Independent control of IKKγ ubiquitination and IKKα/β phosphorylation by ADAP. Control hCAR⁺ T cells (Ctrl) and hCAR⁺ ADAP^−/− T cells were transduced with adenovirus encoding Thy1.1 alone (Thy) or wild-type ADAP (WT), the ADAP ΔCAR mutant, or the ADAP ΔTAK mutant prior to CD3/CD28 stimulation for 15 min (A and C) or for 15 or 45 min (B). A, IKKγ IPs were probed for ubiquitin and IKKγ. B, IKKα/β IPs were probed for phosphorylated IKK and IKK. C, in vitro kinase assays were performed with TAK1 IPs. Phosphorylation of GST·IKK was assessed by Western blotting with an anti-phospho-IKK antibody (p-GST IKK). Samples were also probed with an anti-IKK antibody (GST IKK). D, flow cytometry analysis of T cells infected with adenovirus with an anti-Thy1.1 antibody, which detects the Thy1.1 cell surface protein expressed by all recombinant adenoviruses used in this study.
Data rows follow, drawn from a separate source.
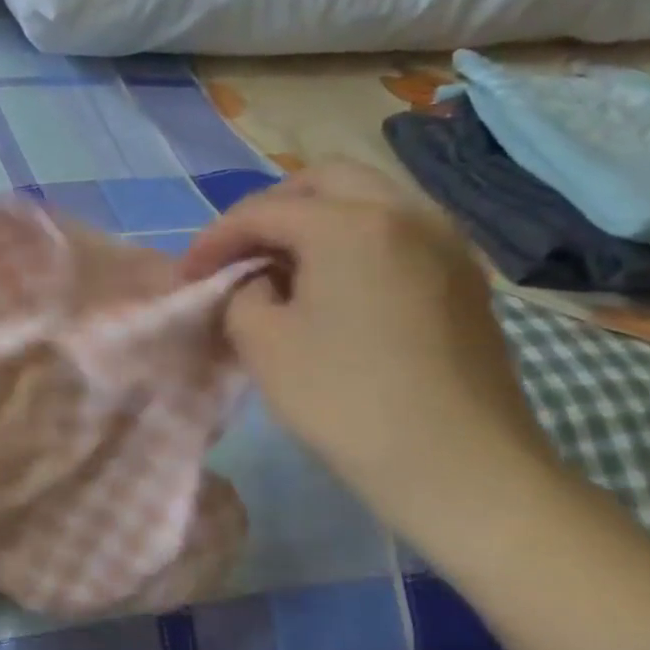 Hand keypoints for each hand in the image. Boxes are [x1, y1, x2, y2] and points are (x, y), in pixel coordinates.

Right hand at [183, 160, 559, 531]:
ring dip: (315, 219)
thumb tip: (259, 281)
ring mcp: (445, 242)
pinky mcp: (463, 276)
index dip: (214, 238)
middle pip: (323, 181)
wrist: (460, 467)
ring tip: (282, 266)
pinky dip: (354, 238)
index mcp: (350, 223)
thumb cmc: (346, 400)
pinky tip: (333, 284)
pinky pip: (397, 230)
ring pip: (367, 199)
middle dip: (270, 209)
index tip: (187, 274)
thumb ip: (242, 293)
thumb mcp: (261, 342)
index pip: (263, 211)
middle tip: (238, 252)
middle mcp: (405, 213)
Cell lysates were also immunoblotted with an anti-ADAP antibody to confirm ADAP expression (bottom).

FIGURE 4.

The ADAP ΔCAR and ADAP ΔTAK mutants are each unable to restore CD3/CD28-mediated IkBα phosphorylation and degradation and p65 nuclear translocation. Control hCAR⁺ T cells (Ctrl) and hCAR⁺ ADAP^−/− T cells were transduced with adenovirus encoding Thy1.1 alone (Thy) or wild-type ADAP (WT), the ADAP ΔCAR mutant, or the ADAP ΔTAK mutant prior to CD3/CD28 stimulation for 15 or 45 min. A, lysates were immunoblotted with antibodies specific for IkBα, phospho-IκB (p-IκB), phospho-Erk (p-ERK), and Erk. B, nuclear and cytoplasmic extracts were analyzed by immunoblotting with antibodies specific for p65 and the nuclear marker lamin A/C. Cytoplasmic extracts were also probed with an anti-ADAP antibody to verify expression of ADAP.